# java headless exception



## megger (29. Mrz 2005)

guten morgen leute,

ich hab das problem, dass ich auf einem linux-system beim aufruf von java-charting-funktionen (diagramme usw.) eine "headless exception" als fehlermeldung bekomme..bei meinem application-server (coldfusion) wird als jvm-argument auch ein Djava.awt.headless=true mitgegeben, das sollte eigentlich so passen!?

nochmal der fehler: java.awt.HedlessException

wäre super, wenn jemand ne idee hätte, wo ich drehen kann..diesen beitrag hab ich schon gefunden, aber da steht ja nur, dass ich java mit headless=true starten soll, was ich ja bei meinem application-server als paramter mit angebe..oder kann ich das noch woanders eingeben bzw. wie überprüfen, ob das headless=true auch wirklich aktiv ist?


-----------------------------------------beitrag start----------------------------------------------------------------------


Headless Support 
The bugtraq report that corresponds to this change is: 4281163. 

Many environments, such as mainframe machines and dedicated servers, do not support a display, keyboard, or mouse. Headless support is enabled by the new GraphicsEnvironment methods isHeadless and isHeadlessInstance. These methods indicate whether a display, keyboard, and mouse can be supported in a graphics environment. 

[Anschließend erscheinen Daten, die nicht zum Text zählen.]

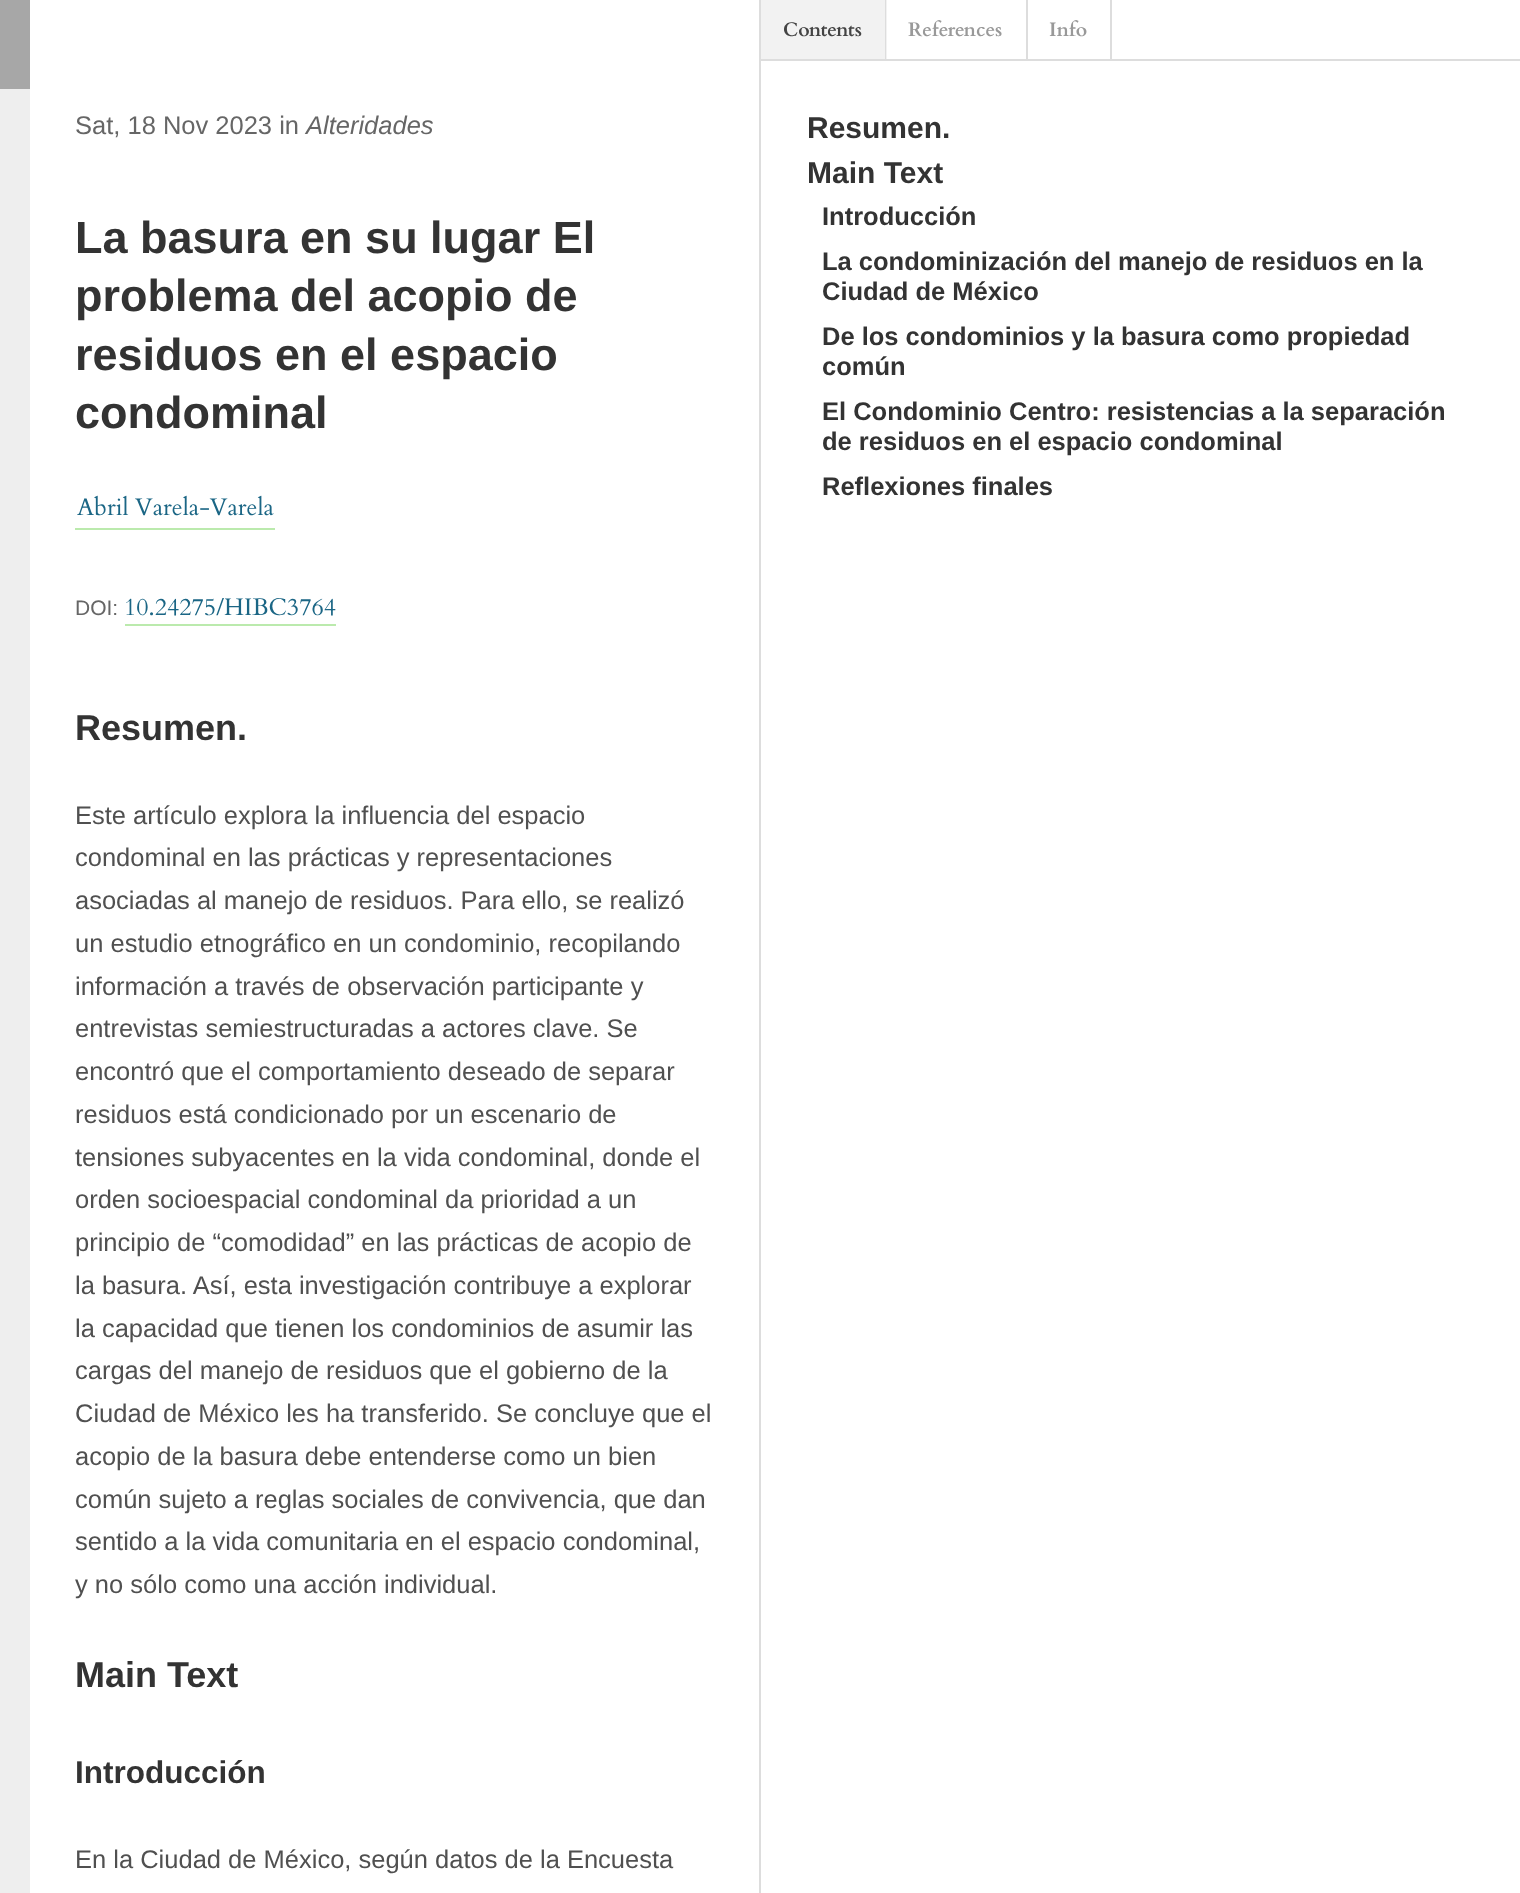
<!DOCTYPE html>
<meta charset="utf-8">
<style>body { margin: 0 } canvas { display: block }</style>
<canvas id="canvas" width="1520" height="1893"></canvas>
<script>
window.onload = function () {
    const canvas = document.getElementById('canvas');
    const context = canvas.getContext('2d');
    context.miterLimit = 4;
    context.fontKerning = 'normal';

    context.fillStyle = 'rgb(255, 255, 255)';
    context.fillRect(0, 0, 1520, 1893);
    context.fillStyle = 'rgb(221, 221, 221)';
    context.fillRect(759, 0, 2, 1893);
    context.fillStyle = 'rgb(238, 238, 238)';
    context.fillRect(0, 89, 30, 1804);
    context.fillStyle = 'rgb(167, 167, 167)';
    context.fillRect(0, 0, 30, 89);
    context.fillStyle = 'rgb(187, 234, 173)';
    context.fillRect(75, 528, 200, 2);
    context.fillRect(125, 624, 211, 2);
    context.fillStyle = 'rgb(221, 221, 221)';
    context.fillRect(761, 59, 759, 2);
    context.fillStyle = 'rgb(242, 242, 242)';
    context.fillRect(761, 0, 126, 59);
    context.save();
    context.beginPath();
    context.rect(761, 0, 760, 59);
    context.clip();
    context.fillStyle = 'rgb(221, 221, 221)';
    context.beginPath();
    context.moveTo(886, 0);
    context.lineTo(886, 64);
    context.lineTo(885, 60);
    context.lineTo(885, 0);
    context.closePath();
    context.fill();
    context.restore();
    context.fillStyle = 'rgb(221, 221, 221)';
    context.fillRect(1026, 0, 2, 59);
    context.fillRect(1110, 0, 2, 59);
    context.font = '25.5px Liberation Sans';
    context.fillStyle = 'rgb(102, 102, 102)';
    context.fillText('Sat, 18 Nov 2023 in', 75, 134);
    context.font = 'italic 25.5px Liberation Sans';
    context.fillText('Alteridades', 306, 134);
    context.font = 'bold 45px Liberation Sans';
    context.fillStyle = 'rgb(51, 51, 51)';
    context.fillText('La basura en su lugar El', 75, 253);
    context.fillText('problema del acopio de', 75, 311);
    context.fillText('residuos en el espacio', 75, 370);
    context.fillText('condominal', 75, 428);
    context.font = '24px Cardo';
    context.fillStyle = 'rgb(27, 102, 133)';
    context.fillText('Abril Varela-Varela', 77, 515);
    context.font = '21px Liberation Sans';
    context.fillStyle = 'rgb(102, 102, 102)';
    context.fillText('DOI:', 75, 615);
    context.font = '24px Cardo';
    context.fillStyle = 'rgb(27, 102, 133)';
    context.fillText('10.24275/HIBC3764', 124, 615);
    context.font = 'bold 36px Liberation Sans';
    context.fillStyle = 'rgb(51, 51, 51)';
    context.fillText('Resumen.', 75, 740);
    context.font = '25.5px Liberation Sans';
    context.fillStyle = 'rgb(80, 80, 80)';
    context.fillText('Este artículo explora la influencia del espacio', 75, 824);
    context.fillText('condominal en las prácticas y representaciones', 75, 866);
    context.fillText('asociadas al manejo de residuos. Para ello, se realizó', 75, 909);
    context.fillText('un estudio etnográfico en un condominio, recopilando', 75, 952);
    context.fillText('información a través de observación participante y', 75, 995);
    context.fillText('entrevistas semiestructuradas a actores clave. Se', 75, 1037);
    context.fillText('encontró que el comportamiento deseado de separar', 75, 1080);
    context.fillText('residuos está condicionado por un escenario de', 75, 1123);
    context.fillText('tensiones subyacentes en la vida condominal, donde el', 75, 1166);
    context.fillText('orden socioespacial condominal da prioridad a un', 75, 1208);
    context.fillText('principio de “comodidad” en las prácticas de acopio de', 75, 1251);
    context.fillText('la basura. Así, esta investigación contribuye a explorar', 75, 1294);
    context.fillText('la capacidad que tienen los condominios de asumir las', 75, 1337);
    context.fillText('cargas del manejo de residuos que el gobierno de la', 75, 1379);
    context.fillText('Ciudad de México les ha transferido. Se concluye que el', 75, 1422);
    context.fillText('acopio de la basura debe entenderse como un bien', 75, 1465);
    context.fillText('común sujeto a reglas sociales de convivencia, que dan', 75, 1508);
    context.fillText('sentido a la vida comunitaria en el espacio condominal,', 75, 1550);
    context.fillText('y no sólo como una acción individual.', 75, 1593);
    context.font = 'bold 36px Liberation Sans';
    context.fillStyle = 'rgb(51, 51, 51)';
    context.fillText('Main Text', 75, 1687);
    context.font = 'bold 31.5px Liberation Sans';
    context.fillText('Introducción', 75, 1783);
    context.font = '25.5px Liberation Sans';
    context.fillStyle = 'rgb(80, 80, 80)';
    context.fillText('En la Ciudad de México, según datos de la Encuesta', 75, 1868);
    context.font = 'bold 19.5px Cardo';
    context.fillStyle = 'rgb(68, 68, 68)';
    context.fillText('Contents', 783, 36);
    context.fillStyle = 'rgb(153, 153, 153)';
    context.fillText('References', 908, 36);
    context.fillText('Info', 1049, 36);
    context.font = 'bold 30px Liberation Sans';
    context.fillStyle = 'rgb(51, 51, 51)';
    context.fillText('Resumen.', 807, 138);
    context.fillText('Main Text', 807, 183);
    context.font = 'bold 25.5px Liberation Sans';
    context.fillText('Introducción', 822, 225);
    context.fillText('La condominización del manejo de residuos en la', 822, 270);
    context.fillText('Ciudad de México', 822, 300);
    context.fillText('De los condominios y la basura como propiedad', 822, 345);
    context.fillText('común', 822, 375);
    context.fillText('El Condominio Centro: resistencias a la separación', 822, 420);
    context.fillText('de residuos en el espacio condominal', 822, 450);
    context.fillText('Reflexiones finales', 822, 495);
};
</script>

The API changes for headless include: 

A new public exception class, java.awt.HeadlessException, is introduced. It is derived from UnsupportedOperationException, which derives from RuntimeException, so that existing implementations of methods that throw the new exception will not require signature changes. 
Two new methods, are added to java.awt.GraphicsEnvironment. 
    public static boolean isHeadless()

    public boolean isHeadlessInstance()

The constructors of Applet and all heavyweight components (*) are changed to throw HeadlessException if a display, keyboard, and mouse are not supported by the toolkit implementation. All javadoc tags on all constructors are changed to reflect this RuntimeException. 
The Robot constructor throws an AWTException if a display, keyboard, and mouse are not supported by the toolkit implementation. 
Many of the methods in Toolkit and GraphicsEnvironment, with the exception of fonts, imaging, and printing, are changed to throw HeadlessException if a display, keyboard, and mouse are not supported. All the javadoc tags on these methods are changed to reflect this RuntimeException. 
Other methods that may be affected by lack of display, keyboard, or mouse support, are changed to throw HeadlessException. 
It should be worth noting that the HeadlessException is thrown if and only if isHeadless returns true, and that all javadoc comments should specify this. 
(*)Applet, Button, Checkbox, Choice, FileDialog, Label, List, Menu, MenuBar, MenuComponent, MenuItem, PopupMenu, Scrollbar, ScrollPane, TextArea, TextComponent, Frame, Window, Dialog, JApplet, JFrame, JWindow, JDialog, and TextField. Canvas and Panel do not need to throw this exception since these can be given empty peers and treated as lightweights. 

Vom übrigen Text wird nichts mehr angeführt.